I have an application that was developed for Linux x86 32 bits. There are lots of floating-point operations and a lot of tests depending on the results. Now we are porting it to x86_64, but the test results are different in this architecture. We don't want to keep a separate set of results for each architecture.
According to the article An Introduction to GCC - for the GNU compilers gcc and g++ the problem is that GCC in X86_64 assumes fpmath=sse while x86 assumes fpmath=387. The 387 FPU uses 80 bit internal precision for all operations and only convert the result to a given floating-point type (float, double or long double) while SSE uses the type of the operands to determine its internal precision.

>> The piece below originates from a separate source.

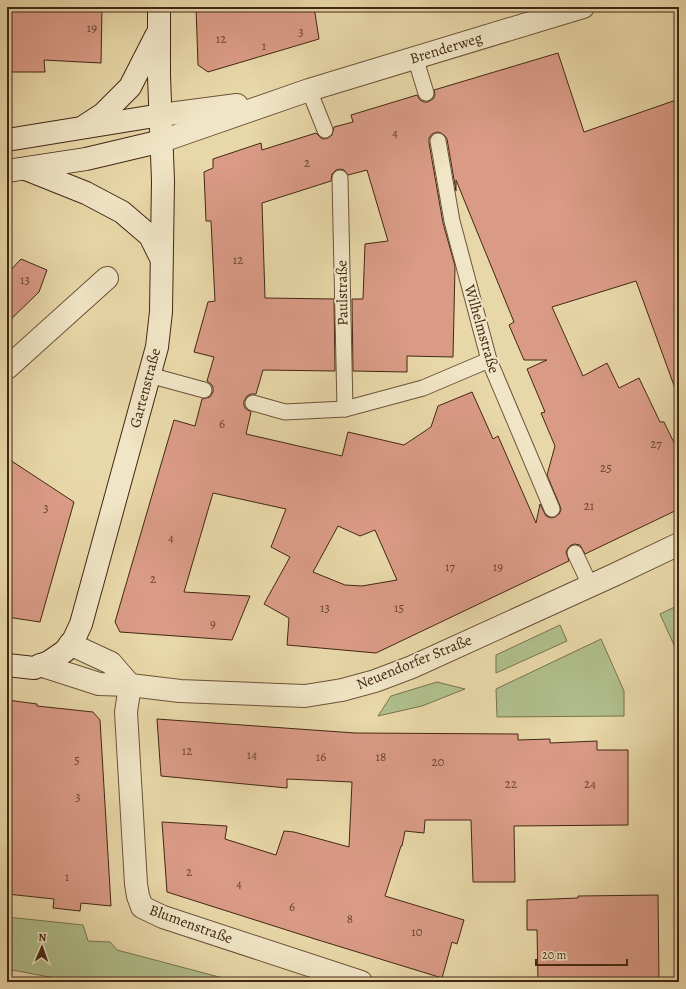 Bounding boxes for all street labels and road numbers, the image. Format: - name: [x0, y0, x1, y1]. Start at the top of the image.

I can force -mfpmath=387 when compiling my own code and all my operations work correctly, but whenever I call some library function (sin, cos, atan2, etc.) the results are wrong again. I assume it's because libm was compiled without the fpmath override.
I tried to build libm myself (glibc) using 387 emulation, but it caused a lot of crashes all around (don't know if I did something wrong).

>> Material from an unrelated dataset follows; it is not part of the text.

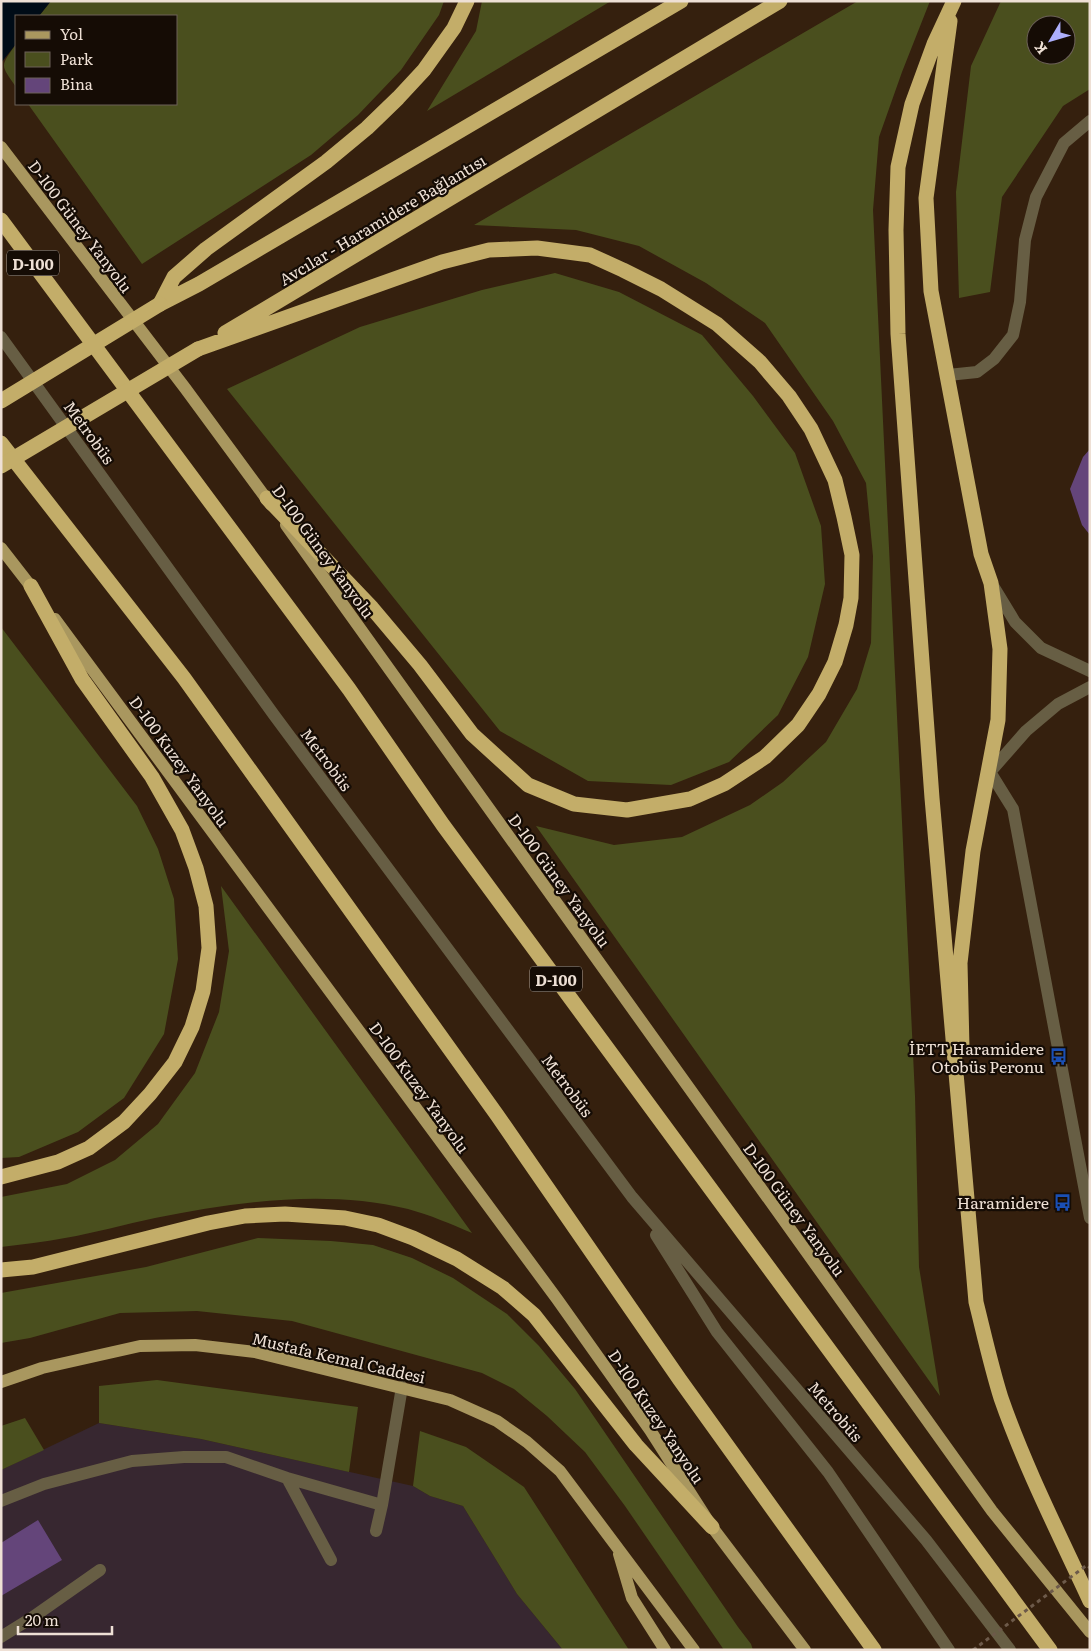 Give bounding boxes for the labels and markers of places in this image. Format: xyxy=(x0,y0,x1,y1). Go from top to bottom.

Is there a way to force all code in a process to use the 387 emulation in x86_64? Or maybe some library that returns the same values as libm does on both architectures? Any suggestions?
Regarding the question of "Do you need the 80 bit precision", I have to say that this is not a problem for an individual operation. In this simple case the difference is really small and makes no difference. When compounding a lot of operations, though, the error propagates and the difference in the final result is not so small any more and makes a difference. So I guess I need the 80 bit precision.
I'd say you need to fix your tests. You're generally setting yourself up for disappointment if you assume floating point math to be accurate. Instead of testing for exact equality, test whether it's close enough to the expected result. What you've found isn't a bug, after all, so if your tests report errors, the tests are wrong. ;)
As you've found out, every library you rely on is going to assume SSE floating point, so unless you plan to compile everything manually, now and forever, just so you can set the FP mode to x87, you're better off dealing with the problem now, and just accepting that FP math is not 100% accurate, and will not in general yield the same result on two different platforms. (I believe AMD CPU's yield slightly different results in x87 math as well).
Do you absolutely need 80-bit precision? (If so, there obviously aren't many alternatives, other than to compile everything yourself to use 80-bit FP.)
Otherwise, adjust your tests to perform comparisons and equality tests within some small epsilon. If the difference is smaller than that epsilon, the values are considered equal.
80 bit precision is actually dangerous. The problem is that it is actually preserved as long as the variable is stored in the CPU register. Whenever it is forced out to RAM, it is truncated to the type precision. So you can have a variable actually change its value even though nothing happened to it in the code.
If you want long double
precision, use long double
for all of your floating point variables, rather than expecting float
or double
to have extra magic precision. This is really a no-brainer.
SSE floating point and 387 floating point use entirely different instructions, and so there's no way to convince SSE fp instructions to use the 387. Probably the best way to deal with this is resign your test suite to getting slightly different results, and not depend on results being the same to the last bit.